The examples used would be real ones with real data. Picking mixed models again, the first example in the SAS manual is predicting height from the variables family (with a random sample of families) and gender. These are good variables from the standpoint of an example of random effects (randomly sampled from all possible families) and fixed effects (gender having two fixed levels, male and female). However, as I read this example, I tried to think of any possible scenario in which it would matter to predict height from these two variables. I failed. Perhaps if one were a biologist and had discovered a new species, say, the Pine-baby Tree and you wanted to determine if the male of the species was significantly larger than the female of the species.

(As no expense is spared in the researching of this blog, a photo of the Pine-baby Tree in its natural environment of living room sofas next to smart phones, is included. I had to brave suburbia to take this picture. You’re welcome.)

My complaint, as is the complaint of the 50% of students who begin majoring in science and then switch majors, is that the examples presented early on are not in any context. I know this demand is hard on the authors, because you are asking for an example that is simple for someone new to a language or procedure to understand, general enough that it will make sense to the majority of readers and at the same time a real world application.

This challenge is addressed in an interesting way by a book I’m reading now, Beginning Ruby: From Novice to Professional. The author starts off with the example of Pets as a class and then discusses dog, cat and snake as subclasses and gets into the issue of inheritance. Now, it no doubt helped that I already knew what classes and inheritance were (as well as knowing about pets, dogs, cats and snakes) but it also helps that he continually draws specific generalizations ..

“Now, you can see how this would apply if the class was Person or Tickets.”

One could argue that the Ruby book is more of a textbook or self-teaching tool while the SAS documentation is meant for reference, like the Unix man pages (man as in manual, not as in only meant for men). However, this is unlike Unix in that one can find lots of well-written helpful books.

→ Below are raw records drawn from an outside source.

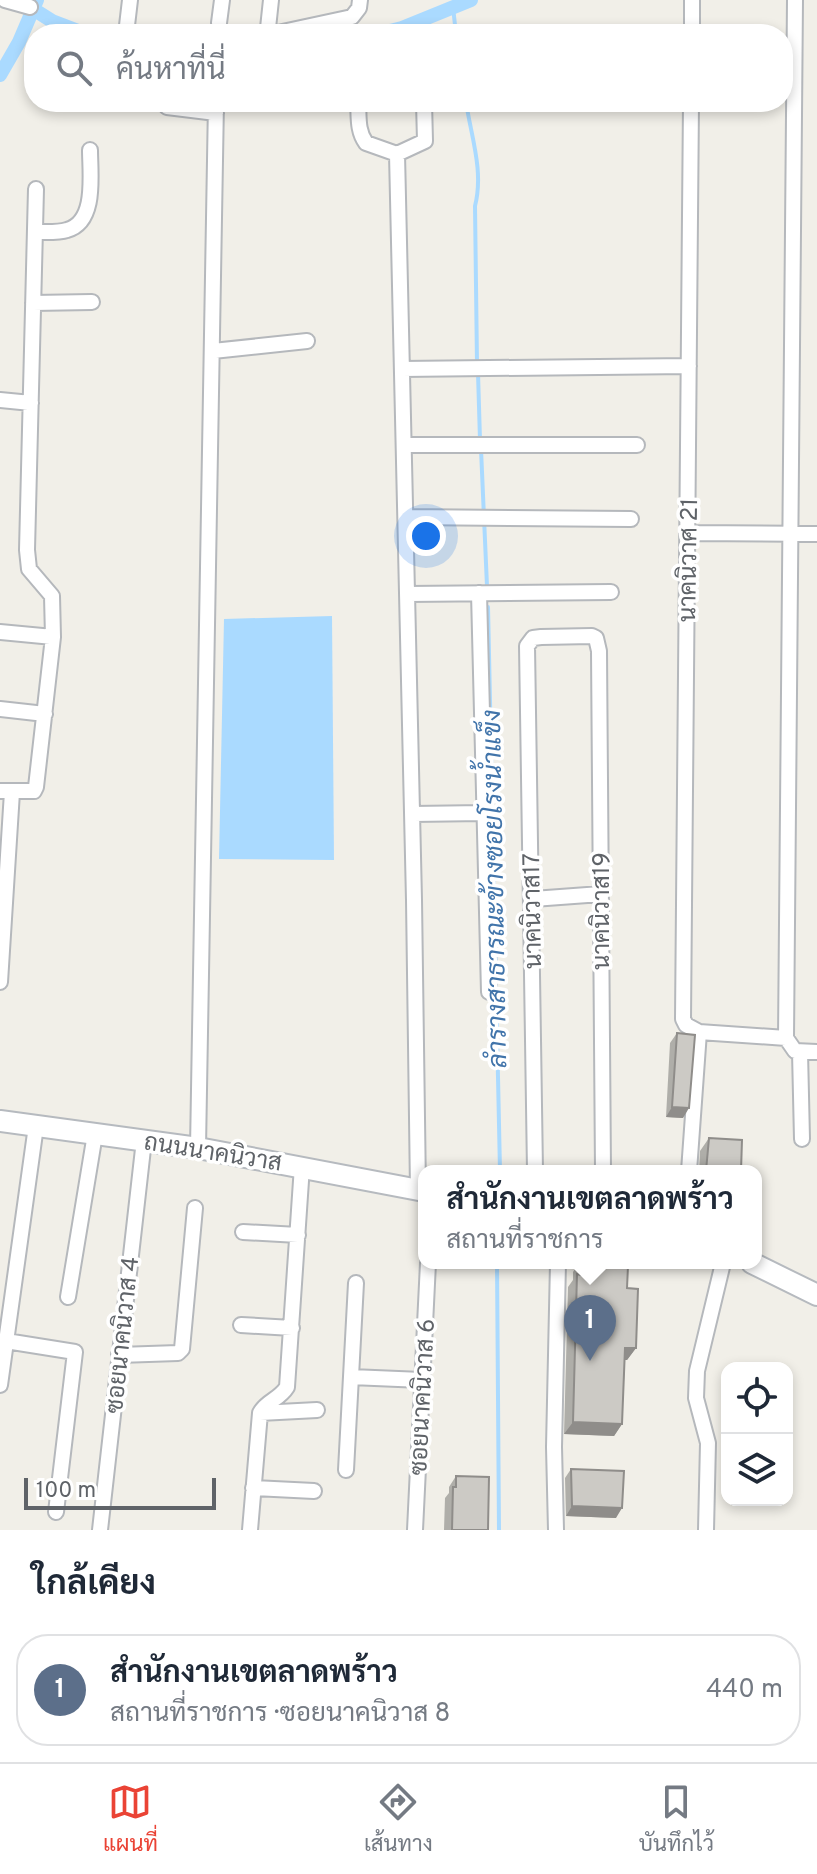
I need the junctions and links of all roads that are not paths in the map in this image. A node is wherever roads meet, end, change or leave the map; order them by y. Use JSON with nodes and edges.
{"nodes":[{"id":1,"x":5,"y":0,"type":"edge"},
{"id":2,"x":130,"y":0,"type":"edge"},
{"id":3,"x":222,"y":0,"type":"edge"},
{"id":4,"x":271,"y":0,"type":"edge"},
{"id":5,"x":360,"y":0,"type":"edge"},
{"id":6,"x":692,"y":0,"type":"edge"},
{"id":7,"x":795,"y":0,"type":"edge"},
{"id":8,"x":30,"y":7,"type":"dead end"},
{"id":9,"x":219,"y":23,"type":"dead end"},
{"id":10,"x":127,"y":24,"type":"edge"},
{"id":11,"x":268,"y":24,"type":"edge"},
{"id":12,"x":319,"y":24,"type":"edge"},
{"id":13,"x":692,"y":24,"type":"edge"},
{"id":14,"x":793,"y":25,"type":"edge"},
{"id":15,"x":216,"y":112,"type":"edge"},
{"id":16,"x":359,"y":112,"type":"edge"},
{"id":17,"x":424,"y":112,"type":"edge"},
{"id":18,"x":691,"y":112,"type":"edge"},
{"id":19,"x":789,"y":112,"type":"edge"},
{"id":20,"x":90,"y":150,"type":"dead end"},
{"id":21,"x":397,"y":154,"type":"junction"},
{"id":22,"x":36,"y":189,"type":"dead end"},
{"id":23,"x":35,"y":232,"type":"junction"},
{"id":24,"x":92,"y":302,"type":"dead end"},
{"id":25,"x":33,"y":303,"type":"junction"},
{"id":26,"x":307,"y":341,"type":"dead end"},
{"id":27,"x":213,"y":351,"type":"junction"},
{"id":28,"x":689,"y":366,"type":"junction"},
{"id":29,"x":402,"y":369,"type":"junction"},
{"id":30,"x":0,"y":400,"type":"edge"},
{"id":31,"x":31,"y":403,"type":"junction"},
{"id":32,"x":405,"y":445,"type":"junction"},
{"id":33,"x":637,"y":445,"type":"dead end"},
{"id":34,"x":407,"y":517,"type":"junction"},
{"id":35,"x":631,"y":519,"type":"dead end"},
{"id":36,"x":689,"y":533,"type":"junction"},
{"id":37,"x":790,"y":534,"type":"junction"},
{"id":38,"x":817,"y":534,"type":"edge"},
{"id":39,"x":611,"y":592,"type":"dead end"},
{"id":40,"x":479,"y":593,"type":"junction"},
{"id":41,"x":408,"y":594,"type":"junction"},
{"id":42,"x":0,"y":632,"type":"edge"},
{"id":43,"x":53,"y":637,"type":"junction"},
{"id":44,"x":527,"y":651,"type":"joint"},
{"id":45,"x":0,"y":709,"type":"edge"},
{"id":46,"x":45,"y":714,"type":"junction"},
{"id":47,"x":6,"y":791,"type":"edge"},
{"id":48,"x":483,"y":813,"type":"junction"},
{"id":49,"x":413,"y":814,"type":"junction"},
{"id":50,"x":601,"y":894,"type":"junction"},
{"id":51,"x":533,"y":899,"type":"junction"},
{"id":52,"x":0,"y":982,"type":"edge"},
{"id":53,"x":489,"y":992,"type":"dead end"},
{"id":54,"x":699,"y":1032,"type":"junction"},
{"id":55,"x":786,"y":1038,"type":"junction"},
{"id":56,"x":800,"y":1052,"type":"junction"},
{"id":57,"x":817,"y":1052,"type":"edge"},
{"id":58,"x":0,"y":1121,"type":"edge"},
{"id":59,"x":36,"y":1126,"type":"junction"},
{"id":60,"x":95,"y":1134,"type":"junction"},
{"id":61,"x":802,"y":1139,"type":"dead end"},
{"id":62,"x":144,"y":1140,"type":"junction"},
{"id":63,"x":198,"y":1148,"type":"junction"},
{"id":64,"x":420,"y":1165,"type":"edge"},
{"id":65,"x":535,"y":1165,"type":"edge"},
{"id":66,"x":603,"y":1165,"type":"edge"},
{"id":67,"x":689,"y":1165,"type":"edge"},
{"id":68,"x":302,"y":1166,"type":"junction"},
{"id":69,"x":418,"y":1189,"type":"edge"},
{"id":70,"x":195,"y":1208,"type":"dead end"},
{"id":71,"x":243,"y":1232,"type":"dead end"},
{"id":72,"x":298,"y":1235,"type":"junction"},
{"id":73,"x":762,"y":1268,"type":"edge"},
{"id":74,"x":428,"y":1269,"type":"edge"},
{"id":75,"x":558,"y":1269,"type":"edge"},
{"id":76,"x":722,"y":1269,"type":"edge"},
{"id":77,"x":356,"y":1283,"type":"dead end"},
{"id":78,"x":817,"y":1295,"type":"edge"},
{"id":79,"x":68,"y":1297,"type":"dead end"},
{"id":80,"x":241,"y":1325,"type":"dead end"},
{"id":81,"x":292,"y":1328,"type":"junction"},
{"id":82,"x":6,"y":1341,"type":"junction"},
{"id":83,"x":119,"y":1355,"type":"junction"},
{"id":84,"x":351,"y":1377,"type":"junction"},
{"id":85,"x":422,"y":1380,"type":"junction"},
{"id":86,"x":0,"y":1385,"type":"edge"},
{"id":87,"x":317,"y":1410,"type":"dead end"},
{"id":88,"x":260,"y":1413,"type":"junction"},
{"id":89,"x":346,"y":1470,"type":"dead end"},
{"id":90,"x":253,"y":1488,"type":"junction"},
{"id":91,"x":314,"y":1491,"type":"dead end"},
{"id":92,"x":56,"y":1512,"type":"dead end"},
{"id":93,"x":100,"y":1530,"type":"edge"},
{"id":94,"x":250,"y":1530,"type":"edge"},
{"id":95,"x":415,"y":1530,"type":"edge"},
{"id":96,"x":556,"y":1530,"type":"edge"},
{"id":97,"x":706,"y":1530,"type":"edge"}],
"edges":[{"from":1,"to":8,"type":"street"},
{"from":2,"to":10,"type":"street"},
{"from":3,"to":9,"type":"street"},
{"from":4,"to":11,"type":"street"},
{"from":5,"to":12,"type":"street"},
{"from":6,"to":13,"type":"street"},
{"from":7,"to":14,"type":"street"},
{"from":15,"to":27,"type":"street"},
{"from":16,"to":21,"type":"street"},
{"from":17,"to":21,"type":"street"},
{"from":18,"to":28,"type":"street","name":"นาคนิวาศ 21"},
{"from":19,"to":37,"type":"street"},
{"from":20,"to":23,"type":"street"},
{"from":21,"to":29,"type":"street"},
{"from":22,"to":23,"type":"street"},
{"from":23,"to":25,"type":"street"},
{"from":24,"to":25,"type":"street"},
{"from":25,"to":31,"type":"street"},
{"from":26,"to":27,"type":"street"},
{"from":27,"to":63,"type":"street"},
{"from":28,"to":29,"type":"street"},
{"from":28,"to":36,"type":"street","name":"นาคนิวาศ 21"},
{"from":29,"to":32,"type":"street"},
{"from":30,"to":31,"type":"street"},
{"from":31,"to":43,"type":"street"},
{"from":32,"to":33,"type":"street"},
{"from":32,"to":34,"type":"street"},
{"from":34,"to":35,"type":"street"},
{"from":34,"to":41,"type":"street"},
{"from":36,"to":37,"type":"street"},
{"from":36,"to":54,"type":"street","name":"นาคนิวาศ 21"},
{"from":37,"to":38,"type":"street"},
{"from":37,"to":55,"type":"street"},
{"from":39,"to":40,"type":"street"},
{"from":40,"to":41,"type":"street"},
{"from":40,"to":48,"type":"street"},
{"from":41,"to":49,"type":"street"},
{"from":42,"to":43,"type":"street"},
{"from":43,"to":46,"type":"street"},
{"from":44,"to":50,"type":"street","name":"นาคนิวาส19"},
{"from":44,"to":51,"type":"street","name":"นาคนิวาส17"},
{"from":45,"to":46,"type":"street"},
{"from":46,"to":47,"type":"street"},
{"from":47,"to":52,"type":"street"},
{"from":48,"to":49,"type":"street"},
{"from":48,"to":53,"type":"street"},
{"from":49,"to":64,"type":"street"},
{"from":50,"to":51,"type":"street"},
{"from":50,"to":66,"type":"street","name":"นาคนิวาส19"},
{"from":51,"to":65,"type":"street","name":"นาคนิวาส17"},
{"from":54,"to":55,"type":"street"},
{"from":54,"to":67,"type":"street"},
{"from":55,"to":56,"type":"street"},
{"from":56,"to":57,"type":"street"},
{"from":56,"to":61,"type":"street"},
{"from":58,"to":59,"type":"main road","name":"ถนนนาคนิวาส"},
{"from":59,"to":60,"type":"main road","name":"ถนนนาคนิวาส"},
{"from":59,"to":82,"type":"street"},
{"from":60,"to":62,"type":"main road","name":"ถนนนาคนิวาส"},
{"from":60,"to":79,"type":"street"},
{"from":62,"to":63,"type":"main road","name":"ถนนนาคนิวาส"},
{"from":62,"to":83,"type":"street","name":"ซอยนาคนิวาส 4"},
{"from":63,"to":68,"type":"main road","name":"ถนนนาคนิวาส"},
{"from":68,"to":69,"type":"main road","name":"ถนนนาคนิวาส"},
{"from":68,"to":72,"type":"street"},
{"from":70,"to":83,"type":"street"},
{"from":71,"to":72,"type":"street"},
{"from":72,"to":81,"type":"street"},
{"from":73,"to":78,"type":"main road"},
{"from":74,"to":85,"type":"street","name":"ซอยนาคนิวาส 6"},
{"from":75,"to":96,"type":"street"},
{"from":76,"to":97,"type":"street"},
{"from":77,"to":84,"type":"street"},
{"from":80,"to":81,"type":"street"},
{"from":81,"to":88,"type":"street"},
{"from":82,"to":86,"type":"street"},
{"from":82,"to":92,"type":"street"},
{"from":83,"to":93,"type":"street","name":"ซอยนาคนิวาส 4"},
{"from":84,"to":85,"type":"street"},
{"from":84,"to":89,"type":"street"},
{"from":85,"to":95,"type":"street","name":"ซอยนาคนิวาส 6"},
{"from":87,"to":88,"type":"street"},
{"from":88,"to":90,"type":"street"},
{"from":90,"to":91,"type":"street"},
{"from":90,"to":94,"type":"street"}]}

For statistical software, once you get past the most basic statistics (for which there are some good books available), all of the books and articles I read seem to follow the same frustrating format – a few pages of introduction, if any, and then pages of formula, with 20 pages at the end of stuff I really need to know.

I feel like someone who wants to drive from Los Angeles to San Francisco and the first 195 pages of the map are a discussion of the manufacture, operation and quality testing of internal combustion engines. A few pages mixed in there are important points about how you have to put gas in when the gauge is near empty, what windshield wipers do, and so on. Somewhere else in there are all of the possible routes one can take to go anywhere in the United States, one of which includes going from Los Angeles to San Francisco with different routes through all California cities of over 50,000. At the end of the book is an example of driving from San Diego to Sacramento. However, since you don’t know which and where are those important things like putting in gas, you have to read the entire book, making you two days late for your meeting in San Francisco.

Let me give a real-life example for statistics, since I just complained about people not doing that. If you are using PROC LOGISTIC, GLM or MIXED, you need to use a CLASS statement to define your categorical variables. For example, I used five different schools where I administered an experimental training program. At each I had an experimental and control group.

If I did this:

Proc mixed data = mystudy ;
model score = group school ;

I would get an error message because school is not a numeric variable and therefore needs to be specified in the CLASS statement. That’s the sort of thing you need to know up front.

The discussion of the asympotic covariance matrix and what the ODS object name is for it, well that can wait (AsyCov if you really just couldn’t) .

I’d like to have read about ten books like that in 2010 but Santa didn’t bring me any for Christmas. If you have any to recommend, I’d be extremely grateful.